Die Pacemakerin

Endlich. Es ist Frühling geworden. So richtig, meine ich. Es riecht ja schon eine Weile danach. Doch die Temperaturen, die wollten sich noch nicht anpassen. Es ist herrlich warm heute, und ich freue mich auf einen ausgedehnten Lauf. Basecap auf, kurze Hose an, T-Shirt – und los. Ich trete aus der Haustür, und die Spree lacht mir entgegen. Besser kann das doch gar nicht anfangen.

Doch dann: Als ich den Schlosspark Charlottenburg erreiche, möchte ich am liebsten wieder umkehren: Es ist zum Erbrechen voll. Eltern mit ihren Kinderwagen, Pärchen, Freunde, Radfahrer, Jogger und Walker. Und dann auch noch die mit diesen blöden Stöckern. Was soll’s. Eigentlich war das ja klar. Und uneigentlich habe ich einfach nur nicht daran gedacht. Ich beschließe, das Beste daraus zu machen. Entspannt laufe ich los – so weit das denn geht: Beinahe stolpere ich über einen kleinen Jungen, der meinen Weg kreuzt. An der Spree entlang. Wunderschön. Ich sehe spielende Kinder, Picknicks, planschende Enten. Wohin ich meine Nase auch wende: Es riecht nach Bratwurst und Grillfleisch, Toast und Maiskolben mit Butter. Wunderbar. Ich sauge den Duft tief ein. Ich habe Hunger. Nein! Jetzt nicht. Es wird gelaufen, dann gibt es Steak, Brechbohnen und Potatoe Wedges. Später.

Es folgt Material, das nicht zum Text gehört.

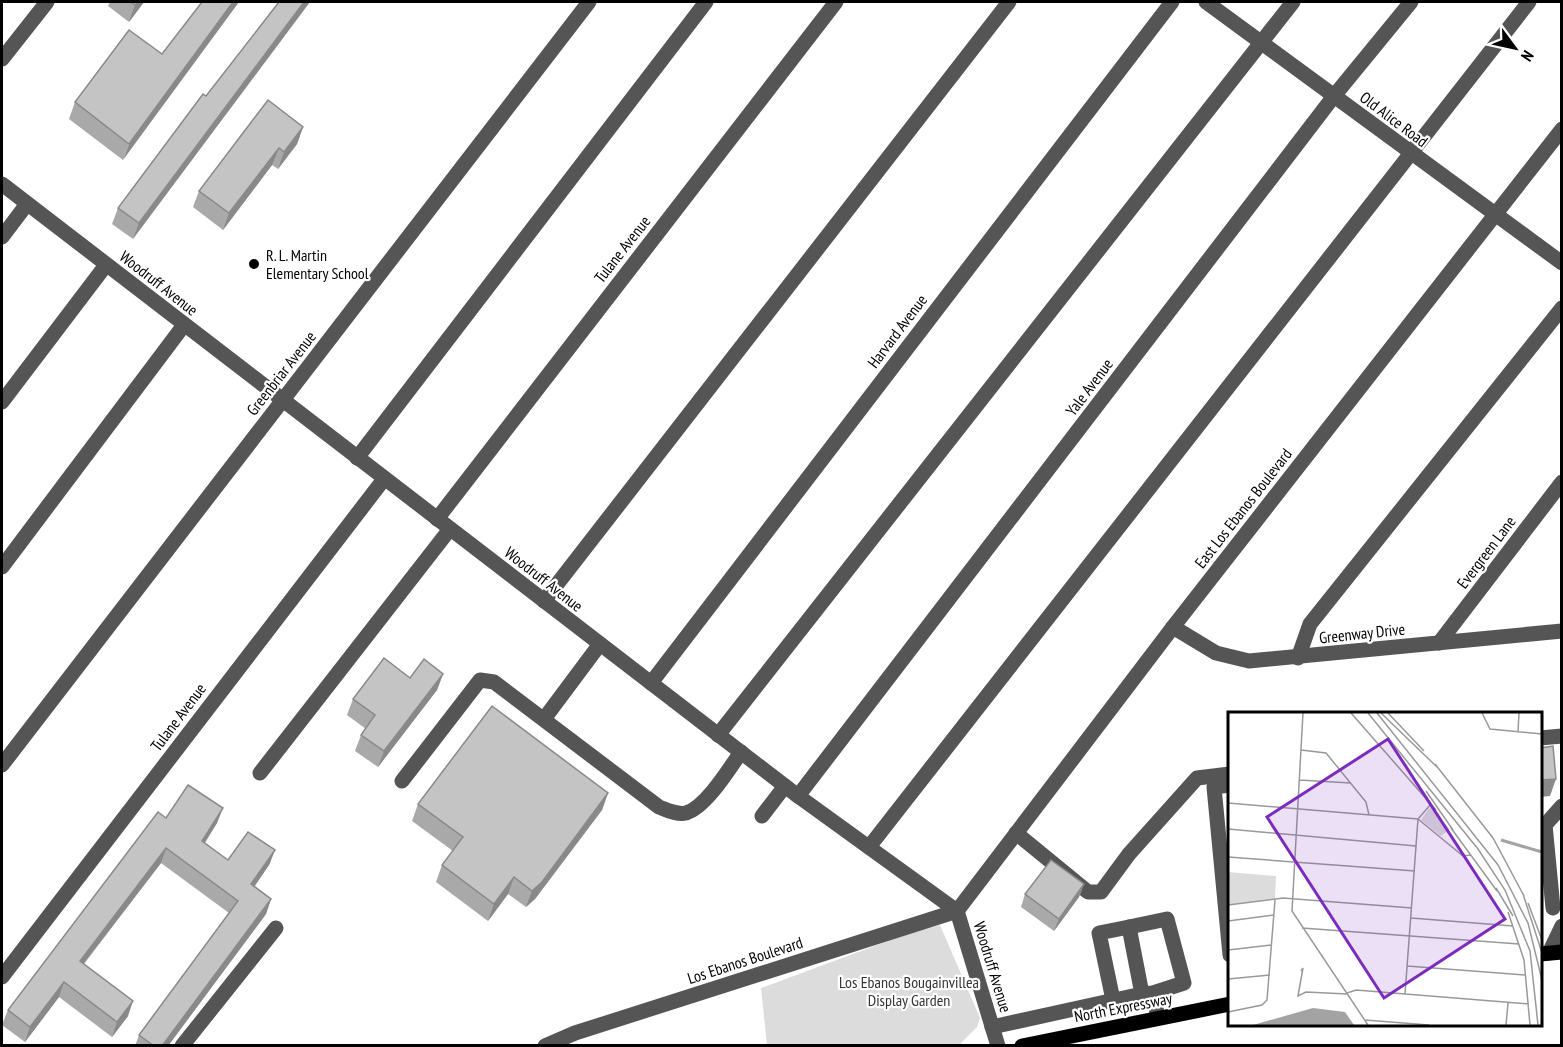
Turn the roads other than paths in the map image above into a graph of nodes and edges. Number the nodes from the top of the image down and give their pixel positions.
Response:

Irgendwann nach Kilometer drei läuft sie an mir vorbei, überholt mich einfach – ohne mich auch nur eines Blickes zu würdigen: Sie ist groß, superschlank, hat ihr blondes Haar zu einem Dutt gebunden. Ein wahnsinniger kleiner Knackhintern wippt im Takt ihrer Laufschritte. Oh oh. Ich ahne es: Heute habe ich wieder einmal eine Pacemakerin – jemanden, an dessen Laufgeschwindigkeit ich mich orientieren werde. Ich werde nicht schneller und auch nicht langsamer sein als sie. Naja, vielleicht ein bisschen schneller. Eigentlich wollte ich doch ganz entspannt laufen. Und uneigentlich? Dreht sie sich irgendwann nach mir um und schaut, wie weit ich zurückliege. Ich halte konsequent Schritt. Sie ist eine gute Pacemakerin. Doch nach ein paar Sekunden dreht sie sich ein zweites Mal und noch etwas später ein drittes Mal um. Och nö. Na gut Mädchen, du hast es nicht anders gewollt.

Mein Ehrgeiz ist geweckt. Es hilft alles nichts: Ich halte ein paar Meter bewusst mein derzeitiges Tempo, um mich zu regenerieren und voll auf meinen Körper zu konzentrieren. Kräfte sammeln für den Langzeitsprint, der gleich folgen wird. Wäre doch gelacht, wenn ich das nicht hinbekäme. Ich ziehe an ihr vorbei. Nicht zu schnell, aber mit demonstrativer Kraft. Ich halte dieses Tempo drei Kilometer, das ist wirklich gut. Ich bin stolz auf mich. Mein Atem geht weitaus schneller, ich spüre meine Muskeln deutlicher als sonst. Dann und wann drehe ich mich nach ihr um. Sie liegt zurück. Was sonst. Ich atme auf – und verlangsame mein Tempo. Gleich beginnt die dritte und letzte Runde. Prima. Das Steak ruft.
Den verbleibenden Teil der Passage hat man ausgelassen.